— Как в Хантэрхайме… Я видел его издали — его сияние… Я знаю, что Хантэрхайм очень страшная крепость — холодная и жестокая, но очень красивая… Я слышал, что его сияния боятся, как его мороза, но я бы смотрел и смотрел…
— Его сияние ослепляет…
— А я бы мог смотреть до слепоты… Но Олаф мне никогда не давал смотреть… Он бы мне и этот хрусталь рассмотреть не дал…
— Правильно… Хрусталь только кажется прозрачным и чистым, как простое стекло, но он не показывает правды, искажая все блистающими гранями.
— Правда не красива.
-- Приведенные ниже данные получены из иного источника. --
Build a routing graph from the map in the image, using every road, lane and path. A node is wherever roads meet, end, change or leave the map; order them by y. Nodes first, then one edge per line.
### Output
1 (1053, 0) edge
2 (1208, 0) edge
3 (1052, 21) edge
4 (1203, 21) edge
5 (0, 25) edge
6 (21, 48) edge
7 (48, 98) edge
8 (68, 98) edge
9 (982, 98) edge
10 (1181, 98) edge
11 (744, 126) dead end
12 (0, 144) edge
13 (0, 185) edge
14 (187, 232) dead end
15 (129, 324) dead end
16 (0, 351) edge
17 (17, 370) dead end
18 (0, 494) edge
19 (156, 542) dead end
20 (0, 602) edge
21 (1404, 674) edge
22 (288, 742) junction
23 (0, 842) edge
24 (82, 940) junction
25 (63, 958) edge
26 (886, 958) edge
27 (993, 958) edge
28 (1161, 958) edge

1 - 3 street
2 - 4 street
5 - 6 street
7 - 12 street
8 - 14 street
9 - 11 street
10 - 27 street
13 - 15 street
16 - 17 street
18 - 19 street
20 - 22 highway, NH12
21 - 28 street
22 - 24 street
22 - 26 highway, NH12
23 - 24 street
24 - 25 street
Это Олаф считает ее валькирией, прекрасной только оттого, что у нее в руках меч…
— У правды суровый лик… Она для нас — и обвинитель, и защитник, и судья… Без нее нет порядка, без нее нас нет…
— Но вы же жили без этой уродливой правды…
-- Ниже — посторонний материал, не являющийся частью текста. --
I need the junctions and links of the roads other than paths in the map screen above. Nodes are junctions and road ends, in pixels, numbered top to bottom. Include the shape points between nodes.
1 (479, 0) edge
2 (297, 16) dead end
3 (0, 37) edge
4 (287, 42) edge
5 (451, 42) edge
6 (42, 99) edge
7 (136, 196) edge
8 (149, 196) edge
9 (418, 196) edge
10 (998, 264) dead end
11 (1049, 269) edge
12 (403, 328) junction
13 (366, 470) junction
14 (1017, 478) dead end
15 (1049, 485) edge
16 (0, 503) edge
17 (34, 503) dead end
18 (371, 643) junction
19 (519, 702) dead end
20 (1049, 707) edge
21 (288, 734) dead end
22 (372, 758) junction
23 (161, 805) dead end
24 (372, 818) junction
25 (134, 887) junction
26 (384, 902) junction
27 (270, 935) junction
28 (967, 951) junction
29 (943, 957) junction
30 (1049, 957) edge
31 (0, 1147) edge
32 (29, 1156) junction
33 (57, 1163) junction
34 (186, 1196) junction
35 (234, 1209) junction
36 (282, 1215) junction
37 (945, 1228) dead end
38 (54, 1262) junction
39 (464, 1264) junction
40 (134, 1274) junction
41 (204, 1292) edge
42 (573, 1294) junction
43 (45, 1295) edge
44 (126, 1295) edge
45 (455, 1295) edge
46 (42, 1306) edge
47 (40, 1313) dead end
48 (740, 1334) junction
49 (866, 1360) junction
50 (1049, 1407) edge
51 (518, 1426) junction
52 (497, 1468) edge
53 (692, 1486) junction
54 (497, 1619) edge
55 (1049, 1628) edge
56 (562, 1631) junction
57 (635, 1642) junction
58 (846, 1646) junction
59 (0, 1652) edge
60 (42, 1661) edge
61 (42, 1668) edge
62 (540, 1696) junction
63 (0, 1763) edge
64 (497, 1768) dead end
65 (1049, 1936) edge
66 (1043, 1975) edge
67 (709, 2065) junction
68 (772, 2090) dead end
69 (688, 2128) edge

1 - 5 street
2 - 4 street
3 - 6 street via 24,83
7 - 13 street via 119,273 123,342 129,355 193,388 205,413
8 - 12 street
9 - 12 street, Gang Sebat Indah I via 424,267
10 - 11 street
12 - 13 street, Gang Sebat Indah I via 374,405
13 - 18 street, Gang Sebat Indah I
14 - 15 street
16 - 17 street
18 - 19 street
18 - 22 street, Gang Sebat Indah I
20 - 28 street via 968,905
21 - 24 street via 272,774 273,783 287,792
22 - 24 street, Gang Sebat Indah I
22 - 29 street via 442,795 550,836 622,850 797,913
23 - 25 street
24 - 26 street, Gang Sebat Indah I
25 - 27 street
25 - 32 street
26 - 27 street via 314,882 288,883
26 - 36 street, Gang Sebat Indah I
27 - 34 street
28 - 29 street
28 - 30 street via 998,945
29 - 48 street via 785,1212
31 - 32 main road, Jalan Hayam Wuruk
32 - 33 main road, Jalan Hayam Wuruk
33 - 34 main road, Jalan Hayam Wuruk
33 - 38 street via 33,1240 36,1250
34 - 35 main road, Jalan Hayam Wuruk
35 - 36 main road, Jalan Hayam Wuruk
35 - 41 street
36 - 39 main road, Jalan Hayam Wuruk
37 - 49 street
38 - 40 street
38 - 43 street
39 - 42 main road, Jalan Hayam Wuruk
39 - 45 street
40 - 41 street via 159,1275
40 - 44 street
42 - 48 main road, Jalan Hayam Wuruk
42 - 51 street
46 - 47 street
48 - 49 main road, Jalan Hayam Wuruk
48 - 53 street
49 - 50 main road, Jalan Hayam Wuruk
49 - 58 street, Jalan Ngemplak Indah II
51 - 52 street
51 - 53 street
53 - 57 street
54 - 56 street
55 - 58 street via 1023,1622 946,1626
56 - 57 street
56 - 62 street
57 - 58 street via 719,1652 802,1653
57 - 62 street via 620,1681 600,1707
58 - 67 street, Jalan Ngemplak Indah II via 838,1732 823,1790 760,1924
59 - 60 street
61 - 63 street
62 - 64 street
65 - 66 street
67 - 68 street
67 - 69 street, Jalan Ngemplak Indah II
— Нет, не жил… Я не замечал красоты, не видя уродства… Я видел лишь высших офицеров, замерших статуями в парадных облачениях. Я не знал ни огня, ни стужи будучи в скупой прохладе белоснежных залов, не видел ни света, ни мрака под ровными отсветами штабных корпусов… Я был карателем, знающим о боли все, но не видящим всей боли — был только офицером, отдающим приказы и получающим донесения… Меня будто и не было… Я будто появился только сейчас…
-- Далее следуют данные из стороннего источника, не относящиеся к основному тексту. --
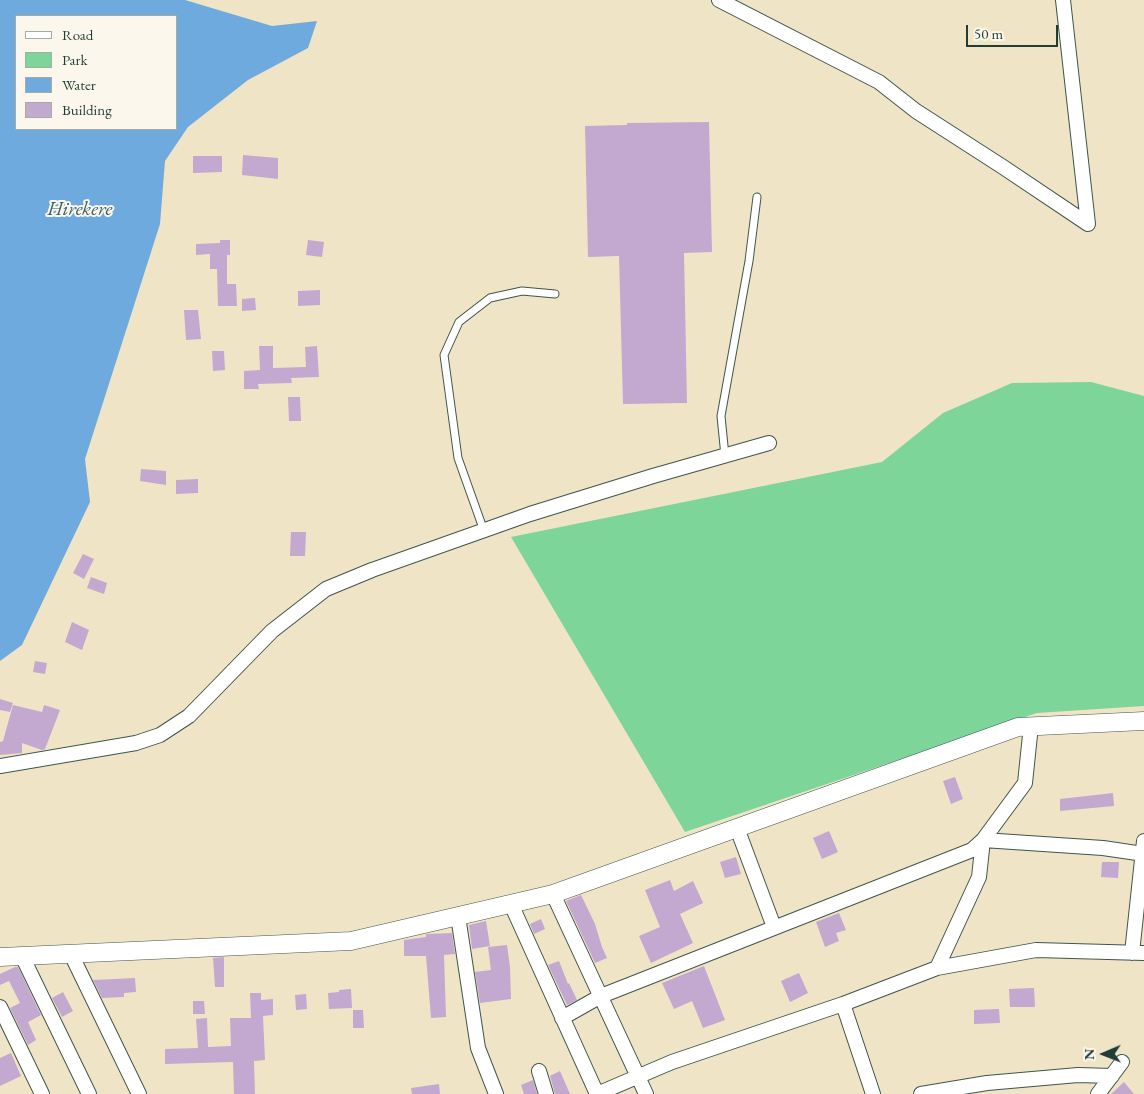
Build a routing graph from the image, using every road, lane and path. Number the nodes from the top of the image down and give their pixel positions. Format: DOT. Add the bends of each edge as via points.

Я понял это как-то вдруг… и почти удивился этой мысли… Моя голова горит, и сухой кашель душит меня, заставляя отрывисто лаять… заставляя вспоминать, что я — не статуя в парадном облачении… Я впервые ощущаю что-то сильное — ощущаю жизнь… боль, забивающую радость, и радость, затмевающую страх… Я чувствую силу, не сбитую этой больной слабостью… и волю, похожую на мощного зверя, а не на кусок льда… Я всматриваюсь в лицо Ханса, и, видя его открытую улыбку с черными беззубыми провалами, вижу белые залы штаба Ясного, силуэты генералов Совета РССР в черных шинелях… И я неудержимо хочу крикнуть им, что они только боги, только злые духи — что они не люди… что они не знают жизни… все они… И я еще не знаю… но я хочу узнать… А эти обледеневшие офицеры не позволяют мне…
— Ханс, а ты ведь оказался на воле с первого вдоха…
— Да, меня прошлой зимой в Штраубе активировали — и сразу понеслось…
— Ты, выходит, и жизни другой не знаешь совсем…
— Нет… Я хотел бы узнать, но куда мне… Мне бы и эту узнать… Куда уж другую…
— Узнать жизнь… для этого нужно жить…
— Когда что-то знаешь о жизни, жить проще.
— Но как жить, когда знаешь, что тебя обязательно убьют, Ханс?..
— Ну а что делать?.. Всех когда-то что-то все равно убьет…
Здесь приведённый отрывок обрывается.